What this task involves:
Lines from the beginning of the data through the line containing "cairo_select_font_face(ctx, st->family, st->italic" are to be copied exactly, with no other line included.

Collection entries:
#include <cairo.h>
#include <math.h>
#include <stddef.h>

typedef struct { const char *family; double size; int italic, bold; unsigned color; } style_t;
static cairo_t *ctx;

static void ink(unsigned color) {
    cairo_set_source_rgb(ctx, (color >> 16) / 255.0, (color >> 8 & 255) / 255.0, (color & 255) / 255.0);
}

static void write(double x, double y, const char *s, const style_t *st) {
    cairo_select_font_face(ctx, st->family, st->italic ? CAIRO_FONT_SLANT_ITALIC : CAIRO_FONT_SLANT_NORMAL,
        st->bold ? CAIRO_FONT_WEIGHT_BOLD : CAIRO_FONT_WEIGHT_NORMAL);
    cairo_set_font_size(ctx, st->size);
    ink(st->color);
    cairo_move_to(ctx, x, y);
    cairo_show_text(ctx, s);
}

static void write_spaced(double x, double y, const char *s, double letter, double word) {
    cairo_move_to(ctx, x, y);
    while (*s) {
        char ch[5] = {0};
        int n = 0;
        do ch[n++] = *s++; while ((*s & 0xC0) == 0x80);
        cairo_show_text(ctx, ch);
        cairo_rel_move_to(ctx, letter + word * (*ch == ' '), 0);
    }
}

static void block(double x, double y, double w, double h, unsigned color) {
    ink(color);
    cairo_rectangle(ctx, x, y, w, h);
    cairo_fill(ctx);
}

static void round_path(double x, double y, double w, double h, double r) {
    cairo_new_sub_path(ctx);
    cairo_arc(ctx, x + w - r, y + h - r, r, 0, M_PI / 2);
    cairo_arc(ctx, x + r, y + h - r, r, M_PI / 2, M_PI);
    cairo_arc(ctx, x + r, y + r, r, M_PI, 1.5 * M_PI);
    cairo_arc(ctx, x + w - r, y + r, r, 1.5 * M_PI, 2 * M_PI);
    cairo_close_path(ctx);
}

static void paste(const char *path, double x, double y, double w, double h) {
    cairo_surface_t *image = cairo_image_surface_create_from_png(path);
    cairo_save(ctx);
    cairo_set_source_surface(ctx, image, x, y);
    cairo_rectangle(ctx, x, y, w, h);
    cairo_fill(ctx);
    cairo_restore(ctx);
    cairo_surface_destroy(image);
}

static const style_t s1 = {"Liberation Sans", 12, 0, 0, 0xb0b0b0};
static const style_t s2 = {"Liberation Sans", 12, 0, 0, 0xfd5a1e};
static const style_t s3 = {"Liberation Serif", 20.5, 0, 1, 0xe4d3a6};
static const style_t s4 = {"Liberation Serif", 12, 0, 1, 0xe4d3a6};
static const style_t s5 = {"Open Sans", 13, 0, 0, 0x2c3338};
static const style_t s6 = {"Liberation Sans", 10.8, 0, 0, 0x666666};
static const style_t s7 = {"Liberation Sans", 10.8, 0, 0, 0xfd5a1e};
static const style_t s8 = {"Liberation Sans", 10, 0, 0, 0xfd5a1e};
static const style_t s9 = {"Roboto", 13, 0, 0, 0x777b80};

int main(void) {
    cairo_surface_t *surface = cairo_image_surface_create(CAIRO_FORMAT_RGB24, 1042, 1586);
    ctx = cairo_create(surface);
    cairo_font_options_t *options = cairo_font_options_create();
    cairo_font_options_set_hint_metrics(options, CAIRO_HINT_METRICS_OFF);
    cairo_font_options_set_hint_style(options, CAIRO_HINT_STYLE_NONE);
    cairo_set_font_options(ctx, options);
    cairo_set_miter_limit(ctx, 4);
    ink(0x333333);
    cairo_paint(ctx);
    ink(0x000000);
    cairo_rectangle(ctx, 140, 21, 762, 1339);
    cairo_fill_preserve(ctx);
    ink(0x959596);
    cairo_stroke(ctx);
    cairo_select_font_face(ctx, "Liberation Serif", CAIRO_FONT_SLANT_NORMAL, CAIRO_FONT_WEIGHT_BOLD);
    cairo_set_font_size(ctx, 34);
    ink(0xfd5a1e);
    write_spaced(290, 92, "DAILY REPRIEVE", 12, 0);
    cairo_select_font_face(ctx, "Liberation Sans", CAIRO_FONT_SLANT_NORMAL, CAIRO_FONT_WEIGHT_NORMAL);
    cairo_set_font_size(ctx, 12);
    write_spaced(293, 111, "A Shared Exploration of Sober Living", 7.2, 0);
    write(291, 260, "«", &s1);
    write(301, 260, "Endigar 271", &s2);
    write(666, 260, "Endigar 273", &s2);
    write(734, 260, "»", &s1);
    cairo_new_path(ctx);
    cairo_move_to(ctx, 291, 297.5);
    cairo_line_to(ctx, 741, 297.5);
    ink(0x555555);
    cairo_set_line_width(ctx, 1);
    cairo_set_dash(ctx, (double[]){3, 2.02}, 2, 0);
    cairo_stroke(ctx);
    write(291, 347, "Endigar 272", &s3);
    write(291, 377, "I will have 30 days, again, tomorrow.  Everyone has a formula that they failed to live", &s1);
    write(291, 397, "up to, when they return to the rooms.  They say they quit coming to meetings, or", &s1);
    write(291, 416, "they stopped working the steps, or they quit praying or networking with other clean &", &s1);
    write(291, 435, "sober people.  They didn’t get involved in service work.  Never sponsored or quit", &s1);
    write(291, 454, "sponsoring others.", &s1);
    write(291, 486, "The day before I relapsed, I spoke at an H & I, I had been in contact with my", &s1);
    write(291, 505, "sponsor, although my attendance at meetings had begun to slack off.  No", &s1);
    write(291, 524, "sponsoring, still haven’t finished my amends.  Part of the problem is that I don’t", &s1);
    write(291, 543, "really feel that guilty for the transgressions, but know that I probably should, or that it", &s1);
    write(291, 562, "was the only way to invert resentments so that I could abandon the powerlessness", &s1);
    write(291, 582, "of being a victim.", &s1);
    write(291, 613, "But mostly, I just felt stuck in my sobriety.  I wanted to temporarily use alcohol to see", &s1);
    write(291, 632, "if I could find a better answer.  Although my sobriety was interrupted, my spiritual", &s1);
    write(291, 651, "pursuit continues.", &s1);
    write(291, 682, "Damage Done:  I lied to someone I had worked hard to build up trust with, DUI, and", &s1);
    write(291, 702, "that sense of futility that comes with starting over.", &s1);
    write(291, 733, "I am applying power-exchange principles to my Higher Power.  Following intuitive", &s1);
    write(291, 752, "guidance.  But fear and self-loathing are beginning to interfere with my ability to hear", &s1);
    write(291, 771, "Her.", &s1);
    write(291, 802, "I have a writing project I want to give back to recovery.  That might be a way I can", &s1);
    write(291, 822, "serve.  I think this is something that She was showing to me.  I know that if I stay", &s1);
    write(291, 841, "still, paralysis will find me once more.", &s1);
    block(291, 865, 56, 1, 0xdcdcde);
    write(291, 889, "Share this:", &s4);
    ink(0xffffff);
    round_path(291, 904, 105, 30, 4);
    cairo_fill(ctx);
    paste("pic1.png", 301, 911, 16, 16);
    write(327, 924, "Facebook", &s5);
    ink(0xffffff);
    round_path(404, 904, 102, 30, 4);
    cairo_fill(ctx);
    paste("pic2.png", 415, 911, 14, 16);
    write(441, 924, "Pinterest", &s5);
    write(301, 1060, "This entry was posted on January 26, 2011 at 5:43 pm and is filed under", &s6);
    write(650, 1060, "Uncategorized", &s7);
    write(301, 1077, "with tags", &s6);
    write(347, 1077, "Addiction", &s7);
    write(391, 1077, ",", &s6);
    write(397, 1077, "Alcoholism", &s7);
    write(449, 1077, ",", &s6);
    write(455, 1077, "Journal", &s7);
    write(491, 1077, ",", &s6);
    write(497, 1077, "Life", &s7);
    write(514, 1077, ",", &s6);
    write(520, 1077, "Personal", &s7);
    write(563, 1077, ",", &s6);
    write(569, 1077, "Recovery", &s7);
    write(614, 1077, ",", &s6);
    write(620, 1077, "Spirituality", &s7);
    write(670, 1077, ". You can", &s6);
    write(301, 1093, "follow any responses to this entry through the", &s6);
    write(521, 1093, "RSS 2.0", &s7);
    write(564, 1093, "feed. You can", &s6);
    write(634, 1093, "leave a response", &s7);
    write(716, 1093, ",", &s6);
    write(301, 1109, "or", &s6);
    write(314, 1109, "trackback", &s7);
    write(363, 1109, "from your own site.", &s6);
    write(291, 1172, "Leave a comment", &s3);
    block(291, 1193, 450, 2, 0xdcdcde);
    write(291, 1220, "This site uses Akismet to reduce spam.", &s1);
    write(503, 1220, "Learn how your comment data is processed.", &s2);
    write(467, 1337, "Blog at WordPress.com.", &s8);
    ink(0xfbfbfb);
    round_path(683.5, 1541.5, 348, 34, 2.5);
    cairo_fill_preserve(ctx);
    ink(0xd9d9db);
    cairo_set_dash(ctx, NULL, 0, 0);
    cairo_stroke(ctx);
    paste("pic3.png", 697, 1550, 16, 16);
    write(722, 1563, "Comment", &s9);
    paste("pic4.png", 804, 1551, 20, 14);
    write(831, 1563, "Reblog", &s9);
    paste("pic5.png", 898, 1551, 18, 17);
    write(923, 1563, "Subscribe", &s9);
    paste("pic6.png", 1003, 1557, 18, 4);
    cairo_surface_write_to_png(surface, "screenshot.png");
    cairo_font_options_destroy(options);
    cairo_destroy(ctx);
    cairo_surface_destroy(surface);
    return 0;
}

The answer:
#include <cairo.h>
#include <math.h>
#include <stddef.h>

typedef struct { const char *family; double size; int italic, bold; unsigned color; } style_t;
static cairo_t *ctx;

static void ink(unsigned color) {
    cairo_set_source_rgb(ctx, (color >> 16) / 255.0, (color >> 8 & 255) / 255.0, (color & 255) / 255.0);
}

static void write(double x, double y, const char *s, const style_t *st) {
    cairo_select_font_face(ctx, st->family, st->italic ? CAIRO_FONT_SLANT_ITALIC : CAIRO_FONT_SLANT_NORMAL,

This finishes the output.